» **Directions**: Output, word for word, the span of lines that starts at the one containing "Extract the road" and ends at the last line of the records.

BEGIN Provided records

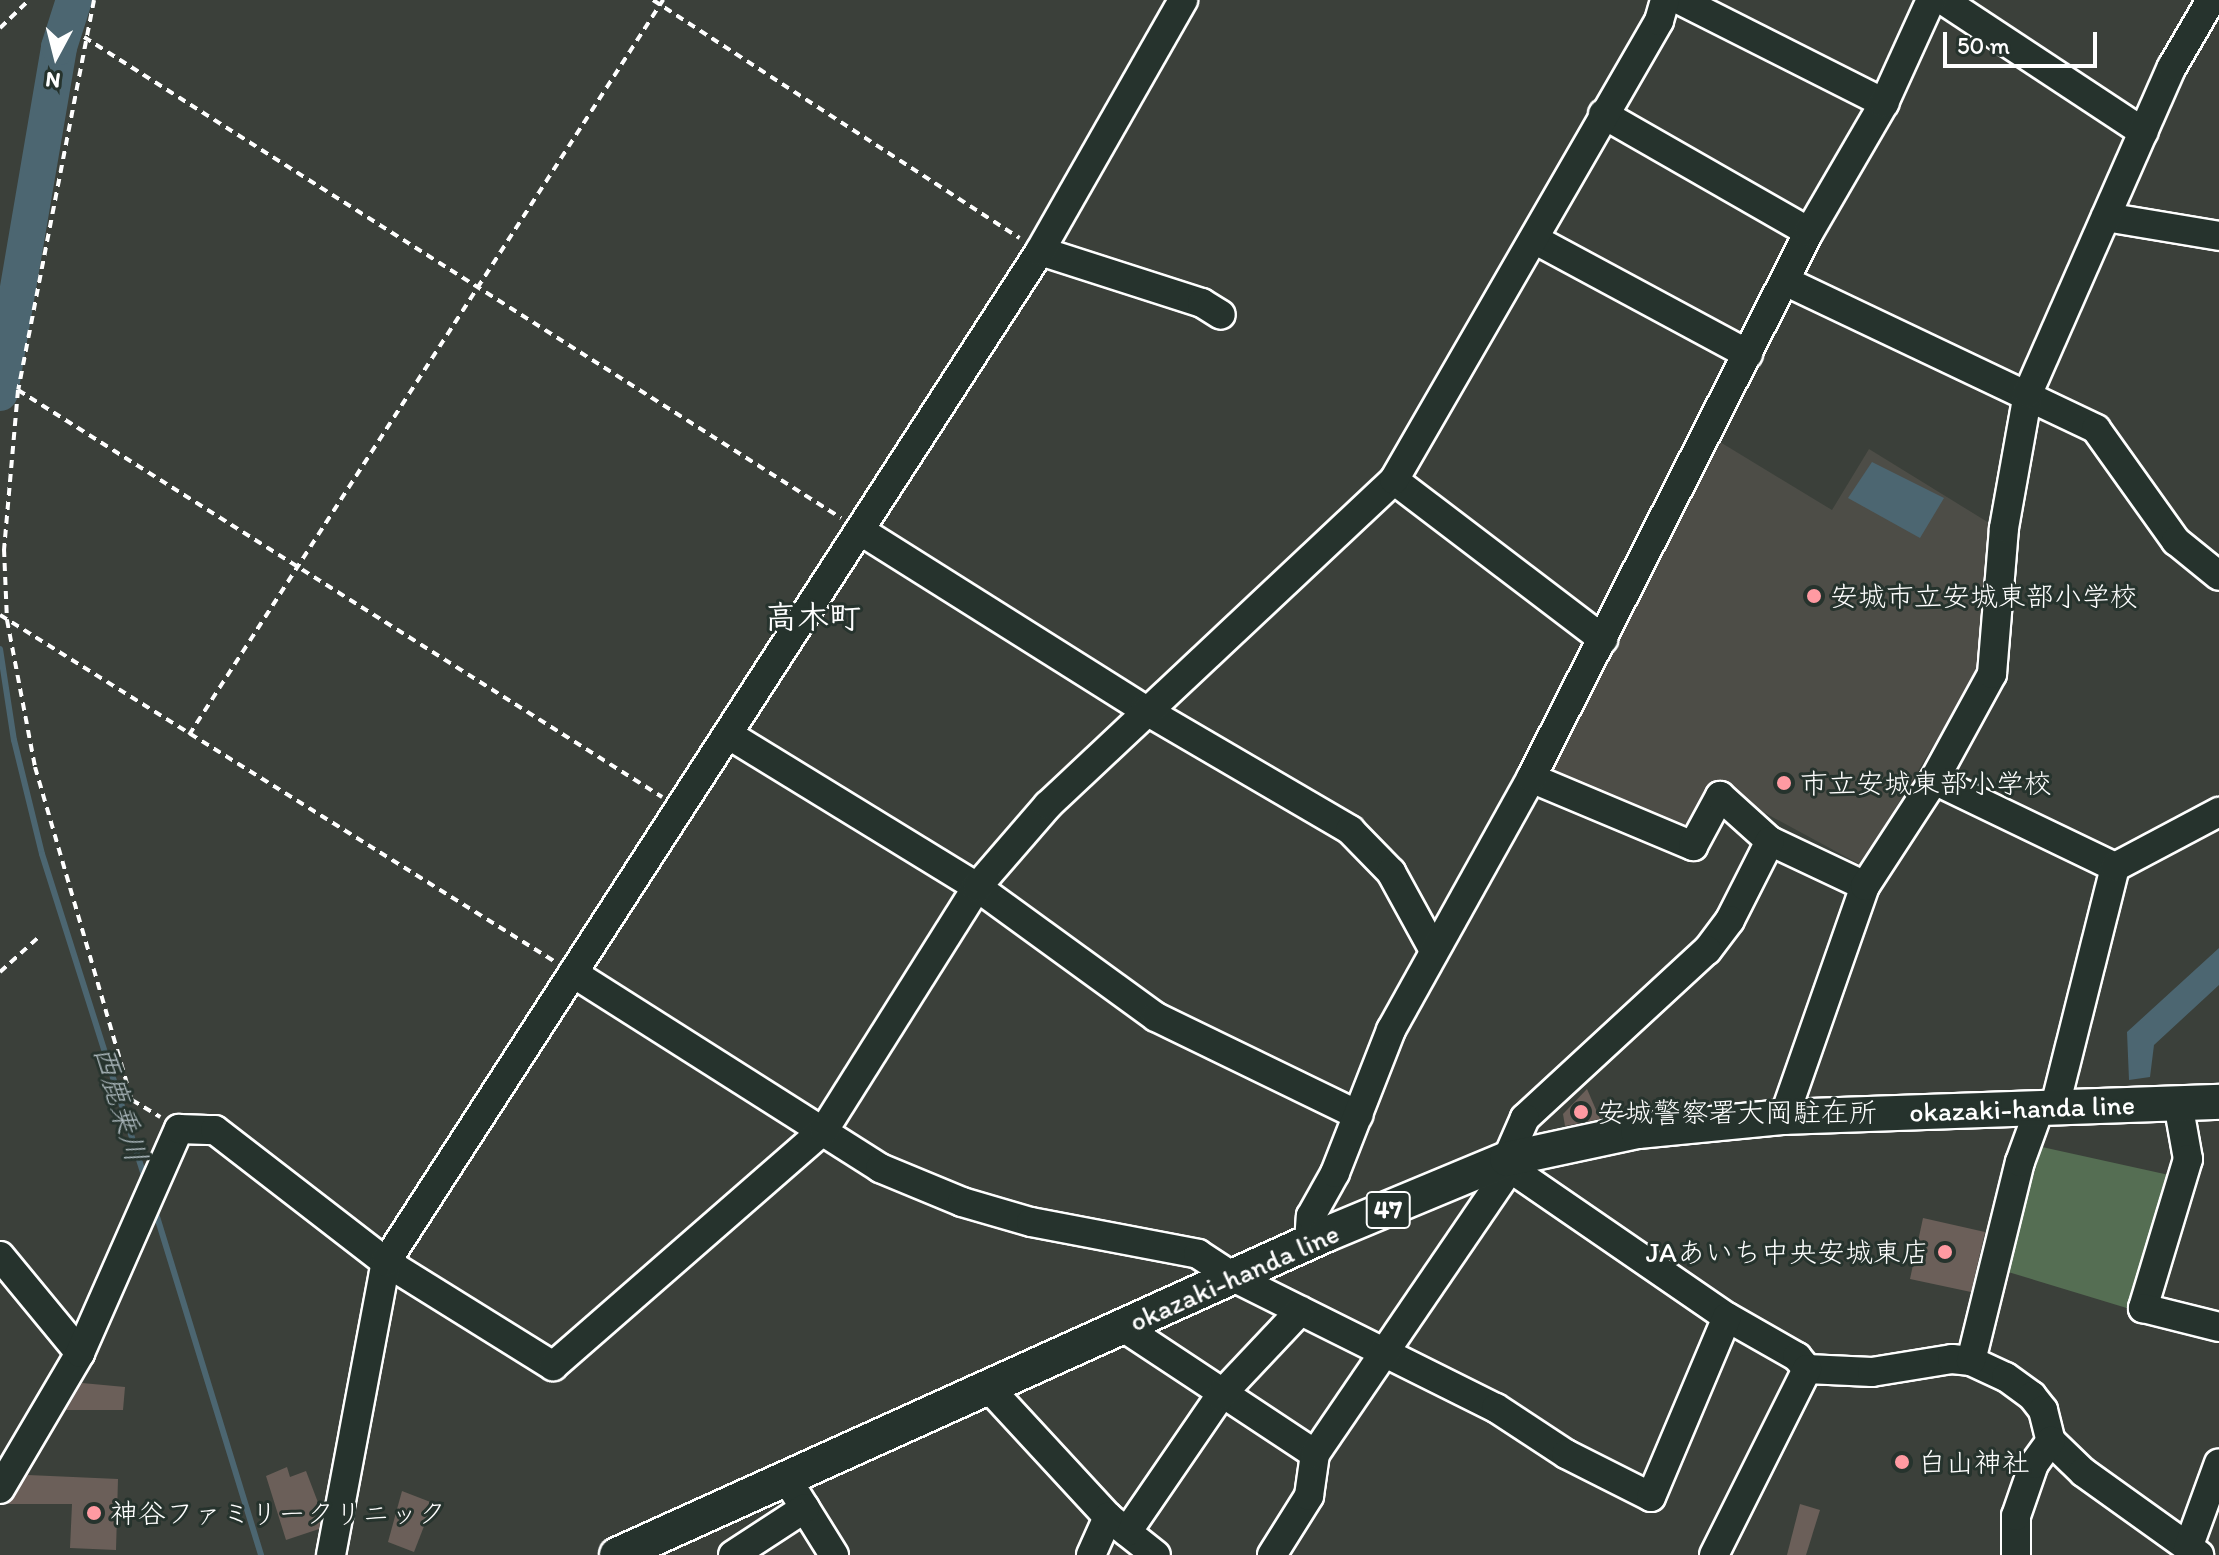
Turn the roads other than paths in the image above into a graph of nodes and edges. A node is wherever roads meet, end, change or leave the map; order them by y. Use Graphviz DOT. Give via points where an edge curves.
graph roads {
  1 [pos="1183,0"];
  2 [pos="1665,0"];
  3 [pos="1680,0"];
  4 [pos="1931,0"];
  5 [pos="1943,0"];
  6 [pos="2211,0"];
  7 [pos="1884,103"];
  8 [pos="1603,114"];
  9 [pos="2143,132"];
  10 [pos="2106,217"];
  11 [pos="1809,232"];
  12 [pos="2219,236"];
  13 [pos="1534,239"];
  14 [pos="1040,251"];
  15 [pos="1785,281"];
  16 [pos="1221,315"];
  17 [pos="1748,354"];
  18 [pos="2028,393"];
  19 [pos="1394,480"];
  20 [pos="861,531"];
  21 [pos="2219,576"];
  22 [pos="1603,639"];
  23 [pos="1145,710"];
  24 [pos="729,735"];
  25 [pos="1531,778"];
  26 [pos="1934,780"];
  27 [pos="2219,812"];
  28 [pos="1770,841"];
  29 [pos="2115,867"];
  30 [pos="1865,886"];
  31 [pos="977,887"];
  32 [pos="1432,947"];
  33 [pos="573,973"];
  34 [pos="2219,1102"];
  35 [pos="2178,1103"];
  36 [pos="2048,1107"];
  37 [pos="1358,1115"];
  38 [pos="1784,1117"];
  39 [pos="824,1130"];
  40 [pos="1509,1163"];
  41 [pos="1309,1242"];
  42 [pos="0,1256"];
  43 [pos="386,1262"];
  44 [pos="1233,1277"];
  45 [pos="1300,1311"];
  46 [pos="1727,1317"];
  47 [pos="1123,1327"];
  48 [pos="2219,1327"];
  49 [pos="80,1353"];
  50 [pos="1384,1355"];
  51 [pos="1971,1361"];
  52 [pos="1807,1369"];
  53 [pos="989,1388"];
  54 [pos="1220,1396"];
  55 [pos="2051,1441"];
  56 [pos="1315,1454"];
  57 [pos="2219,1463"];
  58 [pos="0,1489"];
  59 [pos="796,1494"];
  60 [pos="1118,1524"];
  61 [pos="2193,1551"];
  62 [pos="331,1555"];
  63 [pos="617,1555"];
  64 [pos="733,1555"];
  65 [pos="834,1555"];
  66 [pos="1091,1555"];
  67 [pos="1156,1555"];
  68 [pos="1272,1555"];
  69 [pos="1714,1555"];
  70 [pos="2016,1555"];
  1 -- 14 [label="street"];
  2 -- 8 [label="street" via="1659,21"];
  3 -- 7 [label="street"];
  4 -- 7 [label="street"];
  5 -- 9 [label="street"];
  6 -- 9 [label="street"];
  7 -- 11 [label="street"];
  8 -- 11 [label="street"];
  8 -- 13 [label="street"];
  9 -- 10 [label="street"];
  10 -- 12 [label="street"];
  10 -- 18 [label="street"];
  11 -- 15 [label="street"];
  13 -- 17 [label="street"];
  13 -- 19 [label="street"];
  14 -- 16 [label="street" via="1202,303"];
  14 -- 20 [label="street"];
  15 -- 17 [label="street"];
  15 -- 18 [label="street"];
  17 -- 22 [label="street"];
  18 -- 21 [label="street" via="2096,429 2176,541"];
  18 -- 26 [label="street" via="2004,528 1992,674"];
  19 -- 22 [label="street"];
  19 -- 23 [label="street"];
  20 -- 23 [label="street"];
  20 -- 24 [label="street"];
  22 -- 25 [label="street"];
  23 -- 31 [label="street" via="1048,805"];
  23 -- 32 [label="street" via="1350,830 1391,872"];
  24 -- 31 [label="street"];
  24 -- 33 [label="street"];
  25 -- 28 [label="street" via="1693,846 1720,796"];
  25 -- 32 [label="street"];
  26 -- 29 [label="street"];
  26 -- 30 [label="street"];
  27 -- 29 [label="street"];
  28 -- 30 [label="street"];
  28 -- 40 [label="street" via="1730,920 1707,950 1525,1118"];
  29 -- 36 [label="street"];
  30 -- 38 [label="street"];
  31 -- 37 [label="street" via="1156,1017"];
  31 -- 39 [label="street"];
  32 -- 37 [label="street" via="1391,1030"];
  33 -- 39 [label="street"];
  33 -- 43 [label="street"];
  34 -- 35 [label="main road, okazaki-handa line / 47"];
  35 -- 36 [label="main road, okazaki-handa line / 47"];
  35 -- 48 [label="street" via="2188,1159 2143,1308"];
  36 -- 38 [label="main road, okazaki-handa line / 47"];
  36 -- 51 [label="street" via="2020,1162"];
  37 -- 41 [label="street" via="1311,1216"];
  38 -- 40 [label="main road, okazaki-handa line / 47" via="1638,1131"];
  39 -- 43 [label="street" via="553,1366"];
  39 -- 44 [label="street" via="880,1168 962,1202 1031,1222 1198,1254"];
  40 -- 41 [label="main road, okazaki-handa line / 47"];
  40 -- 46 [label="street"];
  40 -- 50 [label="street"];
  41 -- 44 [label="main road, okazaki-handa line / 47"];
  42 -- 49 [label="street"];
  43 -- 49 [label="street" via="215,1130 179,1129"];
  43 -- 62 [label="street"];
  44 -- 45 [label="street"];
  44 -- 47 [label="main road, okazaki-handa line / 47"];
  45 -- 50 [label="street"];
  45 -- 54 [label="street"];
  46 -- 50 [label="street" via="1651,1497 1566,1454 1496,1408"];
  46 -- 52 [label="street" via="1797,1357"];
  47 -- 53 [label="main road, okazaki-handa line / 47"];
  47 -- 54 [label="street"];
  49 -- 58 [label="street"];
  50 -- 56 [label="street"];
  51 -- 52 [label="street" via="1872,1372"];
  51 -- 55 [label="street" via="2032,1396 2043,1410"];
  52 -- 69 [label="street"];
  53 -- 59 [label="main road, okazaki-handa line / 47"];
  53 -- 60 [label="street"];
  54 -- 56 [label="street"];
  54 -- 60 [label="street"];
  55 -- 61 [label="street" via="2083,1472"];
  55 -- 70 [label="street" via="2034,1464 2016,1516"];
  56 -- 68 [label="street" via="1309,1496"];
  57 -- 61 [label="street"];
  59 -- 63 [label="main road, okazaki-handa line / 47"];
  59 -- 64 [label="street"];
  59 -- 65 [label="street"];
  60 -- 66 [label="street"];
  60 -- 67 [label="street"];
}
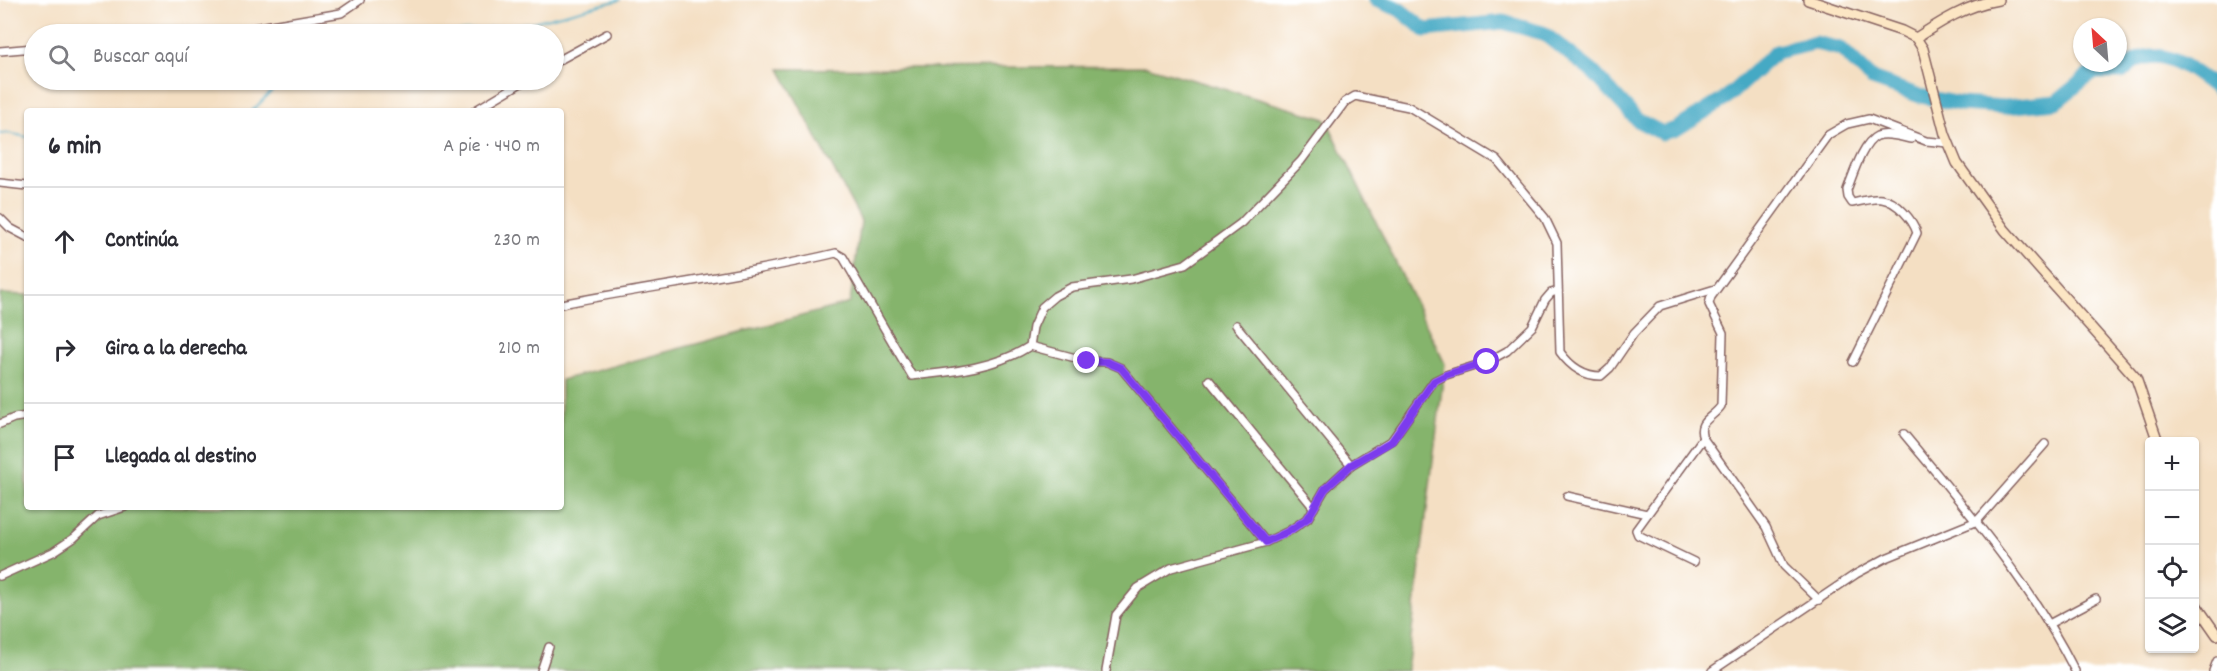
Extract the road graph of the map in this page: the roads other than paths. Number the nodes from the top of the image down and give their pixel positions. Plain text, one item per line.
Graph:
1 (360, 0) edge
2 (1808, 0) edge
3 (1998, 0) edge
4 (277, 24) edge
5 (607, 33) dead end
6 (1916, 38) junction
7 (24, 49) edge
8 (0, 51) edge
9 (564, 57) edge
10 (509, 90) edge
11 (479, 108) edge
12 (1947, 139) junction
13 (1926, 141) junction
14 (0, 183) edge
15 (24, 186) edge
16 (0, 218) edge
17 (24, 235) edge
18 (1715, 290) junction
19 (1558, 291) junction
20 (564, 303) edge
21 (1236, 325) dead end
22 (1030, 346) junction
23 (1853, 362) dead end
24 (1209, 380) dead end
25 (24, 416) edge
26 (0, 424) edge
27 (1904, 434) dead end
28 (2157, 437) edge
29 (1703, 438) junction
30 (2045, 444) dead end
31 (1351, 465) junction
32 (1567, 496) dead end
33 (1314, 508) junction
34 (116, 510) edge
35 (1647, 514) junction
36 (1977, 521) junction
37 (1266, 542) junction
38 (1694, 562) dead end
39 (0, 576) edge
40 (2096, 599) dead end
41 (1819, 600) junction
42 (2199, 609) edge
43 (2049, 624) junction
44 (2217, 635) edge
45 (549, 647) dead end
46 (2217, 661) edge
47 (541, 671) edge
48 (1106, 671) edge
49 (1712, 671) edge
50 (2075, 671) edge
51 (2213, 671) edge

1 - 4 street
2 - 6 main road
3 - 6 main road
5 - 9 street
6 - 12 main road
7 - 8 street
10 - 11 street
12 - 13 street
12 - 28 main road
13 - 18 street
13 - 23 street
14 - 15 street
16 - 17 street
18 - 19 street
18 - 29 street
19 - 22 street
19 - 31 street
20 - 22 street
21 - 31 street
22 - 37 street
24 - 33 street
25 - 26 street
27 - 36 street
29 - 35 street
29 - 41 street
30 - 36 street
31 - 33 street
32 - 35 street
33 - 37 street
34 - 39 street
35 - 38 street
36 - 41 street
36 - 43 street
37 - 48 street
40 - 43 street
41 - 49 street
42 - 44 main road
43 - 50 street
45 - 47 street
46 - 51 street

END Provided records

» **Output of the exercise**:
Extract the road graph of the map in this page: the roads other than paths. Number the nodes from the top of the image down and give their pixel positions. Plain text, one item per line.
Graph:
1 (360, 0) edge
2 (1808, 0) edge
3 (1998, 0) edge
4 (277, 24) edge
5 (607, 33) dead end
6 (1916, 38) junction
7 (24, 49) edge
8 (0, 51) edge
9 (564, 57) edge
10 (509, 90) edge
11 (479, 108) edge
12 (1947, 139) junction
13 (1926, 141) junction
14 (0, 183) edge
15 (24, 186) edge
16 (0, 218) edge
17 (24, 235) edge
18 (1715, 290) junction
19 (1558, 291) junction
20 (564, 303) edge
21 (1236, 325) dead end
22 (1030, 346) junction
23 (1853, 362) dead end
24 (1209, 380) dead end
25 (24, 416) edge
26 (0, 424) edge
27 (1904, 434) dead end
28 (2157, 437) edge
29 (1703, 438) junction
30 (2045, 444) dead end
31 (1351, 465) junction
32 (1567, 496) dead end
33 (1314, 508) junction
34 (116, 510) edge
35 (1647, 514) junction
36 (1977, 521) junction
37 (1266, 542) junction
38 (1694, 562) dead end
39 (0, 576) edge
40 (2096, 599) dead end
41 (1819, 600) junction
42 (2199, 609) edge
43 (2049, 624) junction
44 (2217, 635) edge
45 (549, 647) dead end
46 (2217, 661) edge
47 (541, 671) edge
48 (1106, 671) edge
49 (1712, 671) edge
50 (2075, 671) edge
51 (2213, 671) edge

1 - 4 street
2 - 6 main road
3 - 6 main road
5 - 9 street
6 - 12 main road
7 - 8 street
10 - 11 street
12 - 13 street
12 - 28 main road
13 - 18 street
13 - 23 street
14 - 15 street
16 - 17 street
18 - 19 street
18 - 29 street
19 - 22 street
19 - 31 street
20 - 22 street
21 - 31 street
22 - 37 street
24 - 33 street
25 - 26 street
27 - 36 street
29 - 35 street
29 - 41 street
30 - 36 street
31 - 33 street
32 - 35 street
33 - 37 street
34 - 39 street
35 - 38 street
36 - 41 street
36 - 43 street
37 - 48 street
40 - 43 street
41 - 49 street
42 - 44 main road
43 - 50 street
45 - 47 street
46 - 51 street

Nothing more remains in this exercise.